── Study material ──

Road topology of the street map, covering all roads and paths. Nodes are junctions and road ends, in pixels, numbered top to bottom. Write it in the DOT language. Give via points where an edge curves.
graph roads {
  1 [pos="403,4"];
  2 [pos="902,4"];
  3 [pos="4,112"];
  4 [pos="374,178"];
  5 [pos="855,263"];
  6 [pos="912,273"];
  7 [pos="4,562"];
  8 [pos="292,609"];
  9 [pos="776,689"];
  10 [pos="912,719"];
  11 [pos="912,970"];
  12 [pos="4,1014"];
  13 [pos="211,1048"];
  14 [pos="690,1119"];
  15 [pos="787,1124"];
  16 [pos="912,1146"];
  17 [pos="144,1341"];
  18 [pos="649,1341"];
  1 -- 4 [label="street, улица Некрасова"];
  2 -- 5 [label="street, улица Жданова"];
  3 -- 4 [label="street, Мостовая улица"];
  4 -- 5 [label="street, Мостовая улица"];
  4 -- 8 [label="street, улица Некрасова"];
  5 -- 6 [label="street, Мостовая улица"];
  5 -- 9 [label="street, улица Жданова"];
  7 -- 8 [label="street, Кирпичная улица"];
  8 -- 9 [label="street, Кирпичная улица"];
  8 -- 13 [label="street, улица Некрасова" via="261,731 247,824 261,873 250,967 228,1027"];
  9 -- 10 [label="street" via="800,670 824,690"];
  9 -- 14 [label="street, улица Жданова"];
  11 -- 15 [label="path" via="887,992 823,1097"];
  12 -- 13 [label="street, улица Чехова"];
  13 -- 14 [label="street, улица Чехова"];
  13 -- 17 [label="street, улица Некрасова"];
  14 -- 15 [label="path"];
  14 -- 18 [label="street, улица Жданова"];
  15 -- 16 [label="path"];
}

───

_What is being asked_: The answer must consist of all the entries, copied exactly.

_Exercise result_:
Road topology of the street map, covering all roads and paths. Nodes are junctions and road ends, in pixels, numbered top to bottom. Write it in the DOT language. Give via points where an edge curves.
graph roads {
  1 [pos="403,4"];
  2 [pos="902,4"];
  3 [pos="4,112"];
  4 [pos="374,178"];
  5 [pos="855,263"];
  6 [pos="912,273"];
  7 [pos="4,562"];
  8 [pos="292,609"];
  9 [pos="776,689"];
  10 [pos="912,719"];
  11 [pos="912,970"];
  12 [pos="4,1014"];
  13 [pos="211,1048"];
  14 [pos="690,1119"];
  15 [pos="787,1124"];
  16 [pos="912,1146"];
  17 [pos="144,1341"];
  18 [pos="649,1341"];
  1 -- 4 [label="street, улица Некрасова"];
  2 -- 5 [label="street, улица Жданова"];
  3 -- 4 [label="street, Мостовая улица"];
  4 -- 5 [label="street, Мостовая улица"];
  4 -- 8 [label="street, улица Некрасова"];
  5 -- 6 [label="street, Мостовая улица"];
  5 -- 9 [label="street, улица Жданова"];
  7 -- 8 [label="street, Кирпичная улица"];
  8 -- 9 [label="street, Кирпичная улица"];
  8 -- 13 [label="street, улица Некрасова" via="261,731 247,824 261,873 250,967 228,1027"];
  9 -- 10 [label="street" via="800,670 824,690"];
  9 -- 14 [label="street, улица Жданова"];
  11 -- 15 [label="path" via="887,992 823,1097"];
  12 -- 13 [label="street, улица Чехова"];
  13 -- 14 [label="street, улица Чехова"];
  13 -- 17 [label="street, улица Некрасова"];
  14 -- 15 [label="path"];
  14 -- 18 [label="street, улица Жданова"];
  15 -- 16 [label="path"];
}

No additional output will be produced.